Quem já tem alguns aninhos nas costas deve se lembrar da frase “a vida é uma caixinha de surpresas”. E, realmente, nunca sabemos o que nos aguarda.
Por exemplo, fui assistir ao filme Sol de Inverno, sem saber muito bem o que me aguardava. Chegando lá, fui surpreendido por um homem na porta do cinema ameaçando matar a todos, mas que felizmente mudou de ideia ao ser oferecido um chocolate para se acalmar. Foi a primeira surpresa do meu dia. Sei que desviei um pouco do assunto, mas a vida é assim. Ah, e a segunda surpresa, claro, foi o filme em questão.
![imagem: cena com um garoto vestindo uniforme de hóquei](https://i0.wp.com/www.jbox.com.br/wp/wp-content/uploads/2025/02/sol-de-inverno-takuya.png?resize=1021%2C763&ssl=1)
Imagem: Reprodução/Michiko Filmes
Sol de Inverno acompanha o jovem Takuya (Keitatsu Koshiyama), um menino comum que vê sua rotina mudar ao cair a primeira neve. Por conta do tempo, o garoto é obrigado a parar de praticar o beisebol e ir para o rinque de patinação treinar hóquei no gelo. E após uma de suas aulas, acaba vendo o ensaio das meninas da patinação no gelo.
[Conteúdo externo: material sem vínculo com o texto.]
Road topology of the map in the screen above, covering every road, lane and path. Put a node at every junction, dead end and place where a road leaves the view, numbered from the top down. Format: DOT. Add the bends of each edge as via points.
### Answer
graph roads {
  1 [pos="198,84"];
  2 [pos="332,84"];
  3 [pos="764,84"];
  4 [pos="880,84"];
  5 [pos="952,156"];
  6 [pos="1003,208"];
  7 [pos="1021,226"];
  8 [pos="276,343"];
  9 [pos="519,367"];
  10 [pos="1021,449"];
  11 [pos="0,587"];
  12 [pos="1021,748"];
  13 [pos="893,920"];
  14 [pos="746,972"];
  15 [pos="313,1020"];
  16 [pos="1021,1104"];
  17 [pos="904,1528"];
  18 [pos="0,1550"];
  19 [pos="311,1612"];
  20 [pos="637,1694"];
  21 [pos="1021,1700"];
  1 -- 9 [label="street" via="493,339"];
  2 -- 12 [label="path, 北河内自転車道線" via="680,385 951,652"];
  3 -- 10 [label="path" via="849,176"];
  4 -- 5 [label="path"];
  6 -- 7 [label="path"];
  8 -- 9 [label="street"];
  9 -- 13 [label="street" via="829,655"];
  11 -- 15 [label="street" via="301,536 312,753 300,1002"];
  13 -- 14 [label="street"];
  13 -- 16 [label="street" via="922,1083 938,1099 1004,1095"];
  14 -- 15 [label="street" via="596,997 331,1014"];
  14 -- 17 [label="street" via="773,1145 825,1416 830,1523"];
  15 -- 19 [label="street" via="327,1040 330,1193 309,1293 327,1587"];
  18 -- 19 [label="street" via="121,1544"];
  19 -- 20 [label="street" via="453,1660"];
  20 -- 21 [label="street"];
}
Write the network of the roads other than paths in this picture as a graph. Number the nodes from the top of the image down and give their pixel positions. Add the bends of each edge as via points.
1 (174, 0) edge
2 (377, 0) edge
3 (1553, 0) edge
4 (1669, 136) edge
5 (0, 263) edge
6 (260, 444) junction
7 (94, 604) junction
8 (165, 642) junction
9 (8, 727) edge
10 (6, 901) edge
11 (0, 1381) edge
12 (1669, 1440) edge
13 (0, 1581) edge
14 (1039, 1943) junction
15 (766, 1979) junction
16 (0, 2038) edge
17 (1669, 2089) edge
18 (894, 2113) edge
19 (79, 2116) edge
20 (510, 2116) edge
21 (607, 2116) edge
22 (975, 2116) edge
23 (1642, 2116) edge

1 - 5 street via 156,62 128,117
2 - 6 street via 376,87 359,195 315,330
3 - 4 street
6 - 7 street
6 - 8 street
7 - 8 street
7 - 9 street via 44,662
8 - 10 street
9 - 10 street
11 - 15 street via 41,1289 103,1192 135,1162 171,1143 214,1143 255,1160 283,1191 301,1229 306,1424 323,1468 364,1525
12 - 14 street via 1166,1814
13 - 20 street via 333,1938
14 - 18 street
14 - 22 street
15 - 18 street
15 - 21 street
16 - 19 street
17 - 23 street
Em especial uma delas: Sakura (Kiara Nakanishi).
Takuya então passa a treinar os passos sozinhos no gelo, chamando a atenção do treinador Arakawa (Sousuke Ikematsu), que decide juntar os dois como uma dupla de patinação artística. Logo, um grande laço de amizade entre o trio se forma. O jovem se apaixona ainda mais por sua parceira de dança; ela, por sua vez, vê tudo como uma oportunidade de se aproximar mais do professor por quem tem uma paixonite. Já o treinador deseja apenas tirar não só o melhor da dupla, mas reviver todos os momentos bons de sua carreira através dos pupilos.
Consta que o diretor Hiroshi Okuyama optou por não escrever a maior parte dos diálogos, dando instruções antes das cenas e informando apenas o que estaria acontecendo na história. E isso se torna bastante perceptível, mas de forma bastante positiva. Em vários momentos podemos ver as crianças agindo naturalmente como crianças, mas sem perder a compostura. Um dos melhores exemplos é logo no início, sem muito spoiler, quando Takuya e seu amigo estão conversando e algo aparentemente fora do roteiro acontece. A reação dos dois meninos é a mais genuína possível, sem que eles saiam dos personagens em nenhum momento. Essa é uma naturalidade difícil de se conseguir, e por estar tratando com crianças, Okuyama soube tomar a direção correta, ainda mais na escolha notável de dois atores iniciantes realmente talentosas.
A opção estética também é algo que chama a atenção. Por ser um filme inspirado nas lembranças do diretor quando era criança e patinava no gelo, ele remete a um clima noventista (embora Okuyama tenha passado a maior parte da infância nos anos 2000). A pouca presença de tecnologias que revelem a época exata do filme, ajuda a criar uma atmosfera mais atemporal, quebrada em raros momentos. A fotografia soma nesta tarefa, remetendo a uma imagem mais antiga, como de um VHS.
![imagem: cena da personagem Sakura patinando no gelo](https://i0.wp.com/www.jbox.com.br/wp/wp-content/uploads/2025/02/sol-de-inverno-patinacao.png?resize=1023%2C755&ssl=1)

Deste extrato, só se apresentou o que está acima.